What needs to be done:
Please tell how many of the lines below contain "Trail", using only a number.

Dataset content:
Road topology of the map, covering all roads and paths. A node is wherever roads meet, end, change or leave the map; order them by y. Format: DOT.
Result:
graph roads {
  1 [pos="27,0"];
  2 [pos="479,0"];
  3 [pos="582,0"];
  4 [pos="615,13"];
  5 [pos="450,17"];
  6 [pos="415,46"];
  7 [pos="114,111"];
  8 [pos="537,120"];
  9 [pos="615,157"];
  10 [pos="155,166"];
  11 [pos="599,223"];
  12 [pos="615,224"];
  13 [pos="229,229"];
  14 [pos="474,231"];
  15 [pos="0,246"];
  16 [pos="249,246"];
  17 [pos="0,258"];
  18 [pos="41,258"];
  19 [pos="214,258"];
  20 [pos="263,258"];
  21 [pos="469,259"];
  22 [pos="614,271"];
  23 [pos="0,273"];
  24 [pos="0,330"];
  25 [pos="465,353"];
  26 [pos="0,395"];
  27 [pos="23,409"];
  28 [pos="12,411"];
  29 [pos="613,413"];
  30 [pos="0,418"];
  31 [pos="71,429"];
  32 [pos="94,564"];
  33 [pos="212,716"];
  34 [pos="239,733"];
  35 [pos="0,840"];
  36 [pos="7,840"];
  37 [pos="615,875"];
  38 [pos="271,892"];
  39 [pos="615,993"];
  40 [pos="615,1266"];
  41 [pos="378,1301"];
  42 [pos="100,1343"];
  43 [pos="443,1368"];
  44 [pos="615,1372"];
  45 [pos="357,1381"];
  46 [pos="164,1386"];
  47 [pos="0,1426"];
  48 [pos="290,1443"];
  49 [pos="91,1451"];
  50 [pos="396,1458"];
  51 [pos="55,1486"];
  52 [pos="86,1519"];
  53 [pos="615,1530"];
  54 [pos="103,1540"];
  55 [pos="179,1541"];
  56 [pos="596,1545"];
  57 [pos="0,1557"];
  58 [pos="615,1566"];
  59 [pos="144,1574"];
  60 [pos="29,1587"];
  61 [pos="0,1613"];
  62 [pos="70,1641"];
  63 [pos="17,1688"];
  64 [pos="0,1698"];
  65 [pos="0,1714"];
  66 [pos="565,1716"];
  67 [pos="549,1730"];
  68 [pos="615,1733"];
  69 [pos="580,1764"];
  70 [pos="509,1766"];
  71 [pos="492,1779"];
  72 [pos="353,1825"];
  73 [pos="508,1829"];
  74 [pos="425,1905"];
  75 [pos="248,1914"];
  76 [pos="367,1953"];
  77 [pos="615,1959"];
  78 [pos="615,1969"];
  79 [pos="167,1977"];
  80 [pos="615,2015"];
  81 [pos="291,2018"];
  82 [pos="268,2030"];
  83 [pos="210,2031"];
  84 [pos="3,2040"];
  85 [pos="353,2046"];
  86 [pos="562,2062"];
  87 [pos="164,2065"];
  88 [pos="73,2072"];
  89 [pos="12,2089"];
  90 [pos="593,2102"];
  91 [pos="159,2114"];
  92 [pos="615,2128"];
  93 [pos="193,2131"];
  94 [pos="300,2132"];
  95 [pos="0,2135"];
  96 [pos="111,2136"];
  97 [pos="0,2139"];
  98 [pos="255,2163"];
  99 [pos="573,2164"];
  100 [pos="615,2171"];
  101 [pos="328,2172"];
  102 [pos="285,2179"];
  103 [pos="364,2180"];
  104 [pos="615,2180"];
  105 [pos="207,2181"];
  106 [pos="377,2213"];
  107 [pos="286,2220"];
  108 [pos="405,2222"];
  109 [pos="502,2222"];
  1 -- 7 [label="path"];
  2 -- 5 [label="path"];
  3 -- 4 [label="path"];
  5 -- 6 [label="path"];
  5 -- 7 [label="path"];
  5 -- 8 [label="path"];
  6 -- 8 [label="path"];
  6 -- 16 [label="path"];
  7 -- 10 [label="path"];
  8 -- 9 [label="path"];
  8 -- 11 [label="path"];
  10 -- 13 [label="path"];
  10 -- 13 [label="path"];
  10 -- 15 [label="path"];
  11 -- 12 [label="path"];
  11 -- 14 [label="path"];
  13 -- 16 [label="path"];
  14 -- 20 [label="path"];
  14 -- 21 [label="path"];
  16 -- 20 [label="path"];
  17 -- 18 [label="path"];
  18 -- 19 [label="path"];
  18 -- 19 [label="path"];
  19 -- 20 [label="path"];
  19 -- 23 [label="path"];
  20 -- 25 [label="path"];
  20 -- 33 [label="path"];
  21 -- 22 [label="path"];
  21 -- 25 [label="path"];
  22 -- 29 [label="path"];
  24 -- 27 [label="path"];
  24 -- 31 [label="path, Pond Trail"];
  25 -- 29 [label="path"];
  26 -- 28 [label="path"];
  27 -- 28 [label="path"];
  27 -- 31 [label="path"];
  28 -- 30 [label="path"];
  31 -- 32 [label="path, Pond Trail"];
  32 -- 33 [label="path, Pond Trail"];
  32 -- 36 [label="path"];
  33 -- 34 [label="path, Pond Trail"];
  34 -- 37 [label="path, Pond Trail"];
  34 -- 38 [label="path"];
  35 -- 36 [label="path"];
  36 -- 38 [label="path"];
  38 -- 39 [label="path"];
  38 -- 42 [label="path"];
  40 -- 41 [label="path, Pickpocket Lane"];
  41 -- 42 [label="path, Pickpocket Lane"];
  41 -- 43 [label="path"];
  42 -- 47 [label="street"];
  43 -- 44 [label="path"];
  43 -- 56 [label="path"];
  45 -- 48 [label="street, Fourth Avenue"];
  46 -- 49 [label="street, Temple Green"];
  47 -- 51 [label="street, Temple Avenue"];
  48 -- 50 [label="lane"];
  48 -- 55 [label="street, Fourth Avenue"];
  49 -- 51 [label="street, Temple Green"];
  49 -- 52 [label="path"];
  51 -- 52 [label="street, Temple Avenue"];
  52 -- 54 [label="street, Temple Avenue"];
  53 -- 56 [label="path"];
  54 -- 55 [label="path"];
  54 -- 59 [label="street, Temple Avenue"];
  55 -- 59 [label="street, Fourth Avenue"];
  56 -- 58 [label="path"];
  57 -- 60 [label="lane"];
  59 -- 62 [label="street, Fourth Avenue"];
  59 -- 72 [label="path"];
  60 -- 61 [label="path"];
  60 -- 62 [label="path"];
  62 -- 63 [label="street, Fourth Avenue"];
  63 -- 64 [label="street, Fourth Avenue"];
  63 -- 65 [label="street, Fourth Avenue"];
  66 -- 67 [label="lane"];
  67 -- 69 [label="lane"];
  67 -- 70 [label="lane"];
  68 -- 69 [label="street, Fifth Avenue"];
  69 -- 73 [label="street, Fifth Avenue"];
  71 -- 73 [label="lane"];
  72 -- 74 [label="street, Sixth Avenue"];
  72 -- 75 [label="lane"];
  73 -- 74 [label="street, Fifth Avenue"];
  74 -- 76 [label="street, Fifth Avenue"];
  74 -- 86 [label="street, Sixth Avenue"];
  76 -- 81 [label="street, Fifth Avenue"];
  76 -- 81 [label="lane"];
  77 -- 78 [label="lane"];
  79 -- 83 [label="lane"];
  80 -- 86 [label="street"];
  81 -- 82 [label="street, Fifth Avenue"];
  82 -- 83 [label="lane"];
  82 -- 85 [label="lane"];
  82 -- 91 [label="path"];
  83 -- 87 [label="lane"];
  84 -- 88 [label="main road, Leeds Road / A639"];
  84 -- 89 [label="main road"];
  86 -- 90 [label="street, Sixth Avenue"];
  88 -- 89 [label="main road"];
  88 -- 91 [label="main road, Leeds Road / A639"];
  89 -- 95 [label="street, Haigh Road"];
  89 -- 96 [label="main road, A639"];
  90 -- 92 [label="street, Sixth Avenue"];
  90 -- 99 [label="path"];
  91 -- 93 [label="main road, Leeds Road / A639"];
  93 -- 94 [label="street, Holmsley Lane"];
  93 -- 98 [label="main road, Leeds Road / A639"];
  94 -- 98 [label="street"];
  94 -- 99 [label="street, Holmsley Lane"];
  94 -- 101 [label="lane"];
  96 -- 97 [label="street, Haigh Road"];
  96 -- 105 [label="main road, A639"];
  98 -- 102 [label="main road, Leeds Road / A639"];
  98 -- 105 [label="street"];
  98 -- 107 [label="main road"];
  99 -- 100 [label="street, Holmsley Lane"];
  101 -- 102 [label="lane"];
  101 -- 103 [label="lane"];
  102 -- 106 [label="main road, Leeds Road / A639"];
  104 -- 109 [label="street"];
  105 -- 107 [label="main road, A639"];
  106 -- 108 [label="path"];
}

Task result:
5